At Turret Lodge, my grandmother’s house on Wandsworth Common, London, the front door was at the top of three wide steps. Wooden double doors – closed only at night – protected the inner door, with its ornate stained glass panel, and which opened onto the large hallway. Immediately to the right was the door to the kitchen, set on swinging hinges for the convenience of servants coming in and out with trays of food. When I idly looked up the current estate agent’s details, this room is identified as ‘Study’. What nonsense! To my mind, it will always be the kitchen.
It was a light and airy room, with large sash windows looking over the front garden and street, a substantial wooden table in the middle, and under the chimney breast the stove where Gracie used to sit. There was no sink or running water: along with the ancient gas cooker, these were in the dark little scullery to the rear. On one whole wall of the kitchen, ceiling to floor, was a built-in dresser, with drawers full of cutlery and kitchen implements, cupboards below and shelves above. On those shelves were arranged a complete dinner service of blue and white Wedgwood pottery: large dinner plates, smaller side plates, soup bowls, meat platters, serving dishes. The dinner service dominated the kitchen, but I don’t remember it ever being used – Turret Lodge and its residents had faded since its heyday as a family home, exhausted by age and the war. The younger generation, now middle aged, were off with their own families, leaving just Nanna, her sister Great Aunt Florence, Gracie, and a mysterious tenant on the top floor. We lived up the road, so we were in and out all the time, visiting on occasion for tea, but never for a formal dinner.
Big sister Ann remembered the house well, for she had lived there for much of World War II. She told me it was her sanctuary from parental control – Dad was away in the Air Force and Mum had too much to worry about for strict parenting. When Nanna died about ten years after the war and the house was cleared, Ann took possession of the dinner service. “Why would you want that, dear?” I can imagine my mother asking; but the faded Victoriana would have appealed to Ann and I suspect held important childhood memories. She not only kept it on display in her family home and London flat, she used it regularly. Then, in her later years, when she was rather faded after a stroke, it was again just a display on shelves in the hallway of her Clifton flat. And now that Ann has died the dinner service has passed on to her daughter Sarah, kept on her kitchen dresser. “I insist on using the plates”, Sarah told me when I borrowed the soup bowl to write this entry to Objects and Lives. “Even though the glaze is so worn. They must be kept out on the dresser, if you stack them in a cupboard, they go mouldy”.

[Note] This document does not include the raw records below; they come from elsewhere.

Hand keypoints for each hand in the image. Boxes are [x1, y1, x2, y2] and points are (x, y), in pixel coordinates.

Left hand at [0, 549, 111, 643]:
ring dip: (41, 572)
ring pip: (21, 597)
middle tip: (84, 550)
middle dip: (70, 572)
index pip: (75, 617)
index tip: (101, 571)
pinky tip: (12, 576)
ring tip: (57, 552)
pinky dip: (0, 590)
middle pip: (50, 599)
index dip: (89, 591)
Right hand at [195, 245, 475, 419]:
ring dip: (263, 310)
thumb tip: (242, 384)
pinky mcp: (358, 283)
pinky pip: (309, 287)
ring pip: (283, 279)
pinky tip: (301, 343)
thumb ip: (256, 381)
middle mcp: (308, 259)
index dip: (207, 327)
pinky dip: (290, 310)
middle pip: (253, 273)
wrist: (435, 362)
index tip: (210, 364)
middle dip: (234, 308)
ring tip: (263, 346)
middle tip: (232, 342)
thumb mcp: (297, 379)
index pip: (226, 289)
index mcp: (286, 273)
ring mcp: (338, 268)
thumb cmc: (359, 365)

The dinner service remains sharp in my memory. But as I write about it now, my mind is continually drawn to the dresser itself and the cupboards underneath, where one day Gracie showed me the little run, just wire netting over a crude wooden frame, in which she was keeping three or four baby chicks to raise indoors until they were big enough to go with the older chickens in the henhouse. They were just little bundles of yellow fluff, running up and down on spindly legs. And the chicks remind me of the henhouse in the corner of the garden, and how Gracie once picked the cat Tiddles up by the scruff of his neck when he got after the hens. Behind the henhouse was the working area where the gardener would have a bonfire, which he allowed me to poke it with a stick. And there was a long shed down the side of the house filled with old lawnmowers, rusty garden forks, spades, oil cans, and food safes with sliding doors made with perforated zinc. Oh, and the outdoor toilet with a London Telephone Directory hung on a nail to use as toilet paper. Not to speak of the cellar, with steps down from the scullery, dark and dusty, but still set up with the bunk beds and odds of furniture from when it was used as a bomb shelter.
Turret Lodge is advertised by the estate agents as an ‘imposing double fronted property’. The photos show it has been modernised and gentrified to within an inch of its life, made suitable for an aspiring twentieth-century upper middle-class family. I could be outraged at what they have done to my Nanna’s house with all its faded grandeur. But then I realize that my grandparents bought it when they themselves were an ‘aspiring upper middle-class family’. Turret Lodge continues in the role it was originally built for.